Used by internal and external engineers at leading OEMs, the platform accelerates anomaly detection and improves understanding of complex sound and vibration interactions. It replaces fragmented workflows with a single scalable UI designed specifically for engineers who can’t afford delays. Observability here directly drives innovation.
Diego Franceschi, INGV

Diego Franceschi built an ecosystem of 10+ interconnected dashboards to monitor Italy’s Integrated Seismic Network at the National Institute of Geophysics and Volcanology. The system combines multiple databases and web services to monitor station health, latency, availability, data quality, and infrastructure performance in the Seismic and Tsunami Monitoring Room.
By emphasizing anomalies within high-volume seismic data streams, the dashboards allow operators to focus immediately on potential problems. The solution unifies legacy and modern data without forcing costly migrations. Diego is proud that his work supports infrastructure critical to public safety across an entire nation.

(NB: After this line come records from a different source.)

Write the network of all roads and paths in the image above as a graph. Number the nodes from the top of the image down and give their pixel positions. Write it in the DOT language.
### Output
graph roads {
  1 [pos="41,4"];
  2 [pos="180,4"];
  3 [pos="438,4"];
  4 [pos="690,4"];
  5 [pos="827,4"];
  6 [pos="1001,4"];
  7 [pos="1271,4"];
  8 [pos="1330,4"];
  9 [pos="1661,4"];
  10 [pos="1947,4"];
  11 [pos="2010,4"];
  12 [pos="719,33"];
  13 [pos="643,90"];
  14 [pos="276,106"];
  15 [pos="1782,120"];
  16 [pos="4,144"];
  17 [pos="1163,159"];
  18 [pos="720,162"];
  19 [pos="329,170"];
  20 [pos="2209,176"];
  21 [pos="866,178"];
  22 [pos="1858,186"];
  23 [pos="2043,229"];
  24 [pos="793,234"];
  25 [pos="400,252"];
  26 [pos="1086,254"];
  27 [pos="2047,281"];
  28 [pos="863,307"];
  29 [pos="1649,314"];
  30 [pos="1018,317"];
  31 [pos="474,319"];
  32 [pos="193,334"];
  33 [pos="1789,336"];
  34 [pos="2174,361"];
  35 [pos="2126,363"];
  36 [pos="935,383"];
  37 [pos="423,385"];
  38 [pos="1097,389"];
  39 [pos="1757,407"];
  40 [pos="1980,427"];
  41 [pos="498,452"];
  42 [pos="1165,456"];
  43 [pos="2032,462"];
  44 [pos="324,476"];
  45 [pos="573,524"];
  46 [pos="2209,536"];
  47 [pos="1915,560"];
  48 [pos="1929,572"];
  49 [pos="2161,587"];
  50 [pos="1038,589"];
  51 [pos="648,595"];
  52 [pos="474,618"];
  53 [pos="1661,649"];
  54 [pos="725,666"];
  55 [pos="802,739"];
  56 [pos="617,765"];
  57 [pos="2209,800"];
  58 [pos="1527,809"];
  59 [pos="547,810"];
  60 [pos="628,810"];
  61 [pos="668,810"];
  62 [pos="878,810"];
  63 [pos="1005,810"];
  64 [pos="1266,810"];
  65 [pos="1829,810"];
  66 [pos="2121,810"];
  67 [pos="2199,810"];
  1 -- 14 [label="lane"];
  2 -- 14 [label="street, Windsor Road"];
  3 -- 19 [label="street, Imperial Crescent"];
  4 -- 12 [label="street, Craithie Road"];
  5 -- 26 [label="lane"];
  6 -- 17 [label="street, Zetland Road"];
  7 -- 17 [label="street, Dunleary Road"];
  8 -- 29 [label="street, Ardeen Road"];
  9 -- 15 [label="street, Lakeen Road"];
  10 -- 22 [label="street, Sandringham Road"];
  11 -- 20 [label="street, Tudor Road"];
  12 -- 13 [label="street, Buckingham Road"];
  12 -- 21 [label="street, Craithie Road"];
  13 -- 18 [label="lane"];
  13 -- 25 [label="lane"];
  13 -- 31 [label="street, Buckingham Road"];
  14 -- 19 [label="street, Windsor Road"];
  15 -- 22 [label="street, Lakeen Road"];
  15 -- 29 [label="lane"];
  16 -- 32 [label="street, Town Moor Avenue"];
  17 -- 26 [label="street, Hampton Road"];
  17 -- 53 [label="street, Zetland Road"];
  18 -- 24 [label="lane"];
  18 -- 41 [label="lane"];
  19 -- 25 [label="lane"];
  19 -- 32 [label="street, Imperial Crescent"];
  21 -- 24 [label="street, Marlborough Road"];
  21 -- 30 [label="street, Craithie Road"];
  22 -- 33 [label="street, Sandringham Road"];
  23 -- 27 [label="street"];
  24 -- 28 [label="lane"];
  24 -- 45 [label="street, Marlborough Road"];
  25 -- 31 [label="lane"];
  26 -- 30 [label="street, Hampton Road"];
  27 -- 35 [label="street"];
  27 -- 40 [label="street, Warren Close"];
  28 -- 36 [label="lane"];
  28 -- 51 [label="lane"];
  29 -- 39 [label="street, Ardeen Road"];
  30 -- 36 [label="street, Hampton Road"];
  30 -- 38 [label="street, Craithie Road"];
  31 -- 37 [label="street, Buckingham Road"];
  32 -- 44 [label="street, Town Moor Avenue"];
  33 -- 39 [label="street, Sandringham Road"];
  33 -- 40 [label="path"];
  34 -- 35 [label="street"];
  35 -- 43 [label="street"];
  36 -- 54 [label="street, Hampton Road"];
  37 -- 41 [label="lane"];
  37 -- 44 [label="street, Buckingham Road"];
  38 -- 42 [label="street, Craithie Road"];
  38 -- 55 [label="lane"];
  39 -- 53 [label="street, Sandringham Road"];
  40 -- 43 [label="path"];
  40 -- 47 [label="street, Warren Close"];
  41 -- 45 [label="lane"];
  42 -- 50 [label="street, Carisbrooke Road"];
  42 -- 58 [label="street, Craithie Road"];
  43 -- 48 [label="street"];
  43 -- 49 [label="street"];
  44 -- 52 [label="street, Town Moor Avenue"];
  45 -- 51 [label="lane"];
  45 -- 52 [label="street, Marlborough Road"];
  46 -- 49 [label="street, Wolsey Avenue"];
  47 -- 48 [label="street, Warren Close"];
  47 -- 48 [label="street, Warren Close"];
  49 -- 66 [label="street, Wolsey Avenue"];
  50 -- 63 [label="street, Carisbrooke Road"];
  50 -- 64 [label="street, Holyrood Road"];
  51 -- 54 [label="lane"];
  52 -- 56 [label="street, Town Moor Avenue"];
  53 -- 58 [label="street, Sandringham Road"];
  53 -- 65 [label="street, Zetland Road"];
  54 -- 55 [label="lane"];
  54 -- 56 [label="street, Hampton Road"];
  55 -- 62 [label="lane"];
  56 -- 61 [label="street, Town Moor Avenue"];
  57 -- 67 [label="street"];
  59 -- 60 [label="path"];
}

Ting Lik Ming, Core Consulting

Ting Lik Ming’s “Executive Command: Citizen Adoption & Service Performance Tracker” provides Malaysian government leadership with a single-pane-of-glass view of the MyGov app. It tracks adoption gaps, onboarding funnel drop-offs, service processing times across ministries, regional digital divides, and citizen sentiment, including surfacing a visible “Crisis” in satisfaction.
By correlating backend performance with citizen experience metrics, the dashboard shifts governance from vanity metrics to accountability. Leaders can identify eKYC bottlenecks, benchmark ministries, and allocate resources precisely where friction exists. It’s observability applied at national scale, where the system being optimized is digital citizenship itself.